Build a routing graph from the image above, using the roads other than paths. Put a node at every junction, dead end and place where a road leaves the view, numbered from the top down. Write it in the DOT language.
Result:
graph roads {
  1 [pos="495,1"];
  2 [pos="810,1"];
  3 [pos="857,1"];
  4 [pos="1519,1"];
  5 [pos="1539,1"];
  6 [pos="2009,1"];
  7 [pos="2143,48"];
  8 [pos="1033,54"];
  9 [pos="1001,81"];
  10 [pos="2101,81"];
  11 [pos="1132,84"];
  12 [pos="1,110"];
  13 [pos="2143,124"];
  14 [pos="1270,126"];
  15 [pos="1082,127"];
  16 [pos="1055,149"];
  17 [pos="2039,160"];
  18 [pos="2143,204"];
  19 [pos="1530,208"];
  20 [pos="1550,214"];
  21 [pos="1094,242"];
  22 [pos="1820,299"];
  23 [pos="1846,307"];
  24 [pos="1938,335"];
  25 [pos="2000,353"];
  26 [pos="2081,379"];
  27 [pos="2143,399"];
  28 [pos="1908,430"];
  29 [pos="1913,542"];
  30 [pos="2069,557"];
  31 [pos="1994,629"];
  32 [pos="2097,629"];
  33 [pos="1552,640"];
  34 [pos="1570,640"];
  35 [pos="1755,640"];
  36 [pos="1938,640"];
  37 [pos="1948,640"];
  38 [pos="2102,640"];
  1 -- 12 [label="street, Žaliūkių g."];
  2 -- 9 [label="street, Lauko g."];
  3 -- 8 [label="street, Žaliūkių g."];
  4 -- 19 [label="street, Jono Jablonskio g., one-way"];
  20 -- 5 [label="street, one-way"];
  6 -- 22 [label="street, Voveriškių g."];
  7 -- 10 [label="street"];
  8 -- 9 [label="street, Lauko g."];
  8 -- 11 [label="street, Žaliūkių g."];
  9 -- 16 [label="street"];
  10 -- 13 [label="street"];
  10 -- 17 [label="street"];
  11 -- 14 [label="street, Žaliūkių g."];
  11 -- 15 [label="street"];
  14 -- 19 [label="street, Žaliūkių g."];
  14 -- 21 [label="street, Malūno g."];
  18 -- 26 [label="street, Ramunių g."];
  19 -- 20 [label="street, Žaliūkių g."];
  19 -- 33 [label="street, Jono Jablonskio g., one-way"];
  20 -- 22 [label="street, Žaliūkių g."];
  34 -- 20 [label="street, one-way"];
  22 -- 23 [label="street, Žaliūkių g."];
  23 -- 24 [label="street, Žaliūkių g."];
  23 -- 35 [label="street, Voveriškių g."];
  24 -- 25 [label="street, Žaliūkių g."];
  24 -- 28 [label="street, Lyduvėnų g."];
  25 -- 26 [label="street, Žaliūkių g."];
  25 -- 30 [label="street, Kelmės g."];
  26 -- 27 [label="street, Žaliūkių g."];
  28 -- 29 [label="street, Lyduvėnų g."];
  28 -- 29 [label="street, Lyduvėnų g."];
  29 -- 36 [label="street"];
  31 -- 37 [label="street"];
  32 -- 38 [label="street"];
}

───

Identify the lines above that contain the word "Jono", then copy them.

  4 -- 19 [label="street, Jono Jablonskio g., one-way"];
  19 -- 33 [label="street, Jono Jablonskio g., one-way"];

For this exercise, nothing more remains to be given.